### DIRECTIONS FOR THIS TASK
Transcribe the entire listing exactly.
Segment Open
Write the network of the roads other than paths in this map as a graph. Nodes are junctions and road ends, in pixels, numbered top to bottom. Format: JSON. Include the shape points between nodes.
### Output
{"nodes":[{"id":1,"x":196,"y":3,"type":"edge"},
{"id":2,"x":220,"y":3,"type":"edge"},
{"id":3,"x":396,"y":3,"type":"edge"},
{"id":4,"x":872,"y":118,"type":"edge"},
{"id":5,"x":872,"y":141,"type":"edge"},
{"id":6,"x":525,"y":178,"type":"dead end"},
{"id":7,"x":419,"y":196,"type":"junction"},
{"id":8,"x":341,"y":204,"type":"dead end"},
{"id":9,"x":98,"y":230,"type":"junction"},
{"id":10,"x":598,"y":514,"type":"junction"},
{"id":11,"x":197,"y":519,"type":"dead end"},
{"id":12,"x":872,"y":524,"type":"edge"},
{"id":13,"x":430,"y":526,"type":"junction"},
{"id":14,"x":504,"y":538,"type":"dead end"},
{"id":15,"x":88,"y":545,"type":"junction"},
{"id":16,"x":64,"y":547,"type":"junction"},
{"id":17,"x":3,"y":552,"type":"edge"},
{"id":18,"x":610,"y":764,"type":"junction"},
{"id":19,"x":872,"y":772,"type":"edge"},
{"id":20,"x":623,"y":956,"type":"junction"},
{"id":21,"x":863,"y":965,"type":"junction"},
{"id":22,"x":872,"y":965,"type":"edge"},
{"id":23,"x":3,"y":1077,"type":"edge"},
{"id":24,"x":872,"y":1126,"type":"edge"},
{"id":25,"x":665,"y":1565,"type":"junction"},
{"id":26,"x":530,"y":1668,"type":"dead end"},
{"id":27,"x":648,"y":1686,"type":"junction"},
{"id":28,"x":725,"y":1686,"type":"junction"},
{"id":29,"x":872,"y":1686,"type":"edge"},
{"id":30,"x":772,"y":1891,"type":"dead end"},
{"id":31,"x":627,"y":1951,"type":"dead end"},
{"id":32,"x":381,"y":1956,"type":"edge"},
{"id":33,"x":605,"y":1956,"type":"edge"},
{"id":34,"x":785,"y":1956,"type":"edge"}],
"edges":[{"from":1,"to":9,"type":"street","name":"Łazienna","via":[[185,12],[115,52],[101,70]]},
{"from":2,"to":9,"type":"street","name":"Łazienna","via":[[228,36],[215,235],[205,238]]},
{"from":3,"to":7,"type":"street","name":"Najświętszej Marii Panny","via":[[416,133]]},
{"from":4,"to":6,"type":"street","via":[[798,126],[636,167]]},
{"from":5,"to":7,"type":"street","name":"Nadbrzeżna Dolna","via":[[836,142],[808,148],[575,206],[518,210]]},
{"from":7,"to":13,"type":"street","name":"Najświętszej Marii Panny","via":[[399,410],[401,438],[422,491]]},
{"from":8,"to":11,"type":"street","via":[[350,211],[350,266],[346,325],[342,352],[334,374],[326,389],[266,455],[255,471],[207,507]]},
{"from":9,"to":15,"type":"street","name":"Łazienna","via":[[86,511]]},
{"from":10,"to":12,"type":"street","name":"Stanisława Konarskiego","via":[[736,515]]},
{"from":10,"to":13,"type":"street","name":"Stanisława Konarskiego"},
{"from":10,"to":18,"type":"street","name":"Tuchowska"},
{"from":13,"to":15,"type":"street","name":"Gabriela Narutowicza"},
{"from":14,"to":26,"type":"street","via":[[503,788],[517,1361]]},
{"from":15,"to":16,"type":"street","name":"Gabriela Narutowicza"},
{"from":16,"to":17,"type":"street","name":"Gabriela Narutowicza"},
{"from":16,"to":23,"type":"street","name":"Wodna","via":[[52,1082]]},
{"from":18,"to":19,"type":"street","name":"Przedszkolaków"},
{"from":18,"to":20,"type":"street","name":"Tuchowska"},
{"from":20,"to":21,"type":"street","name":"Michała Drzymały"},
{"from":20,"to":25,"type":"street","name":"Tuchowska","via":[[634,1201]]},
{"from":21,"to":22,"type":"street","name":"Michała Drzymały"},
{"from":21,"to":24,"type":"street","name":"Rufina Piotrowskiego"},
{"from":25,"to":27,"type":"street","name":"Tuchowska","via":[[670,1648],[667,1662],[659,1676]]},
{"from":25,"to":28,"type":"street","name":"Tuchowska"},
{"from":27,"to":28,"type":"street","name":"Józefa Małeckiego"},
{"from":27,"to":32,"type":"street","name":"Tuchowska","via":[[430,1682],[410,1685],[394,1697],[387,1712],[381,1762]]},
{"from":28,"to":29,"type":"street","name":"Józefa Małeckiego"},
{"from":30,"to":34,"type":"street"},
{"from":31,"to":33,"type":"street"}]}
Segment Closed
### YOUR SOLUTION
Write the network of the roads other than paths in this map as a graph. Nodes are junctions and road ends, in pixels, numbered top to bottom. Format: JSON. Include the shape points between nodes.
### Output
{"nodes":[{"id":1,"x":196,"y":3,"type":"edge"},
{"id":2,"x":220,"y":3,"type":"edge"},
{"id":3,"x":396,"y":3,"type":"edge"},
{"id":4,"x":872,"y":118,"type":"edge"},
{"id":5,"x":872,"y":141,"type":"edge"},
{"id":6,"x":525,"y":178,"type":"dead end"},
{"id":7,"x":419,"y":196,"type":"junction"},
{"id":8,"x":341,"y":204,"type":"dead end"},
{"id":9,"x":98,"y":230,"type":"junction"},
{"id":10,"x":598,"y":514,"type":"junction"},
{"id":11,"x":197,"y":519,"type":"dead end"},
{"id":12,"x":872,"y":524,"type":"edge"},
{"id":13,"x":430,"y":526,"type":"junction"},
{"id":14,"x":504,"y":538,"type":"dead end"},
{"id":15,"x":88,"y":545,"type":"junction"},
{"id":16,"x":64,"y":547,"type":"junction"},
{"id":17,"x":3,"y":552,"type":"edge"},
{"id":18,"x":610,"y":764,"type":"junction"},
{"id":19,"x":872,"y":772,"type":"edge"},
{"id":20,"x":623,"y":956,"type":"junction"},
{"id":21,"x":863,"y":965,"type":"junction"},
{"id":22,"x":872,"y":965,"type":"edge"},
{"id":23,"x":3,"y":1077,"type":"edge"},
{"id":24,"x":872,"y":1126,"type":"edge"},
{"id":25,"x":665,"y":1565,"type":"junction"},
{"id":26,"x":530,"y":1668,"type":"dead end"},
{"id":27,"x":648,"y":1686,"type":"junction"},
{"id":28,"x":725,"y":1686,"type":"junction"},
{"id":29,"x":872,"y":1686,"type":"edge"},
{"id":30,"x":772,"y":1891,"type":"dead end"},
{"id":31,"x":627,"y":1951,"type":"dead end"},
{"id":32,"x":381,"y":1956,"type":"edge"},
{"id":33,"x":605,"y":1956,"type":"edge"},
{"id":34,"x":785,"y":1956,"type":"edge"}],
"edges":[{"from":1,"to":9,"type":"street","name":"Łazienna","via":[[185,12],[115,52],[101,70]]},
{"from":2,"to":9,"type":"street","name":"Łazienna","via":[[228,36],[215,235],[205,238]]},
{"from":3,"to":7,"type":"street","name":"Najświętszej Marii Panny","via":[[416,133]]},
{"from":4,"to":6,"type":"street","via":[[798,126],[636,167]]},
{"from":5,"to":7,"type":"street","name":"Nadbrzeżna Dolna","via":[[836,142],[808,148],[575,206],[518,210]]},
{"from":7,"to":13,"type":"street","name":"Najświętszej Marii Panny","via":[[399,410],[401,438],[422,491]]},
{"from":8,"to":11,"type":"street","via":[[350,211],[350,266],[346,325],[342,352],[334,374],[326,389],[266,455],[255,471],[207,507]]},
{"from":9,"to":15,"type":"street","name":"Łazienna","via":[[86,511]]},
{"from":10,"to":12,"type":"street","name":"Stanisława Konarskiego","via":[[736,515]]},
{"from":10,"to":13,"type":"street","name":"Stanisława Konarskiego"},
{"from":10,"to":18,"type":"street","name":"Tuchowska"},
{"from":13,"to":15,"type":"street","name":"Gabriela Narutowicza"},
{"from":14,"to":26,"type":"street","via":[[503,788],[517,1361]]},
{"from":15,"to":16,"type":"street","name":"Gabriela Narutowicza"},
{"from":16,"to":17,"type":"street","name":"Gabriela Narutowicza"},
{"from":16,"to":23,"type":"street","name":"Wodna","via":[[52,1082]]},
{"from":18,"to":19,"type":"street","name":"Przedszkolaków"},
{"from":18,"to":20,"type":"street","name":"Tuchowska"},
{"from":20,"to":21,"type":"street","name":"Michała Drzymały"},
{"from":20,"to":25,"type":"street","name":"Tuchowska","via":[[634,1201]]},
{"from":21,"to":22,"type":"street","name":"Michała Drzymały"},
{"from":21,"to":24,"type":"street","name":"Rufina Piotrowskiego"},
{"from":25,"to":27,"type":"street","name":"Tuchowska","via":[[670,1648],[667,1662],[659,1676]]},
{"from":25,"to":28,"type":"street","name":"Tuchowska"},
{"from":27,"to":28,"type":"street","name":"Józefa Małeckiego"},
{"from":27,"to":32,"type":"street","name":"Tuchowska","via":[[430,1682],[410,1685],[394,1697],[387,1712],[381,1762]]},
{"from":28,"to":29,"type":"street","name":"Józefa Małeckiego"},
{"from":30,"to":34,"type":"street"},
{"from":31,"to":33,"type":"street"}]}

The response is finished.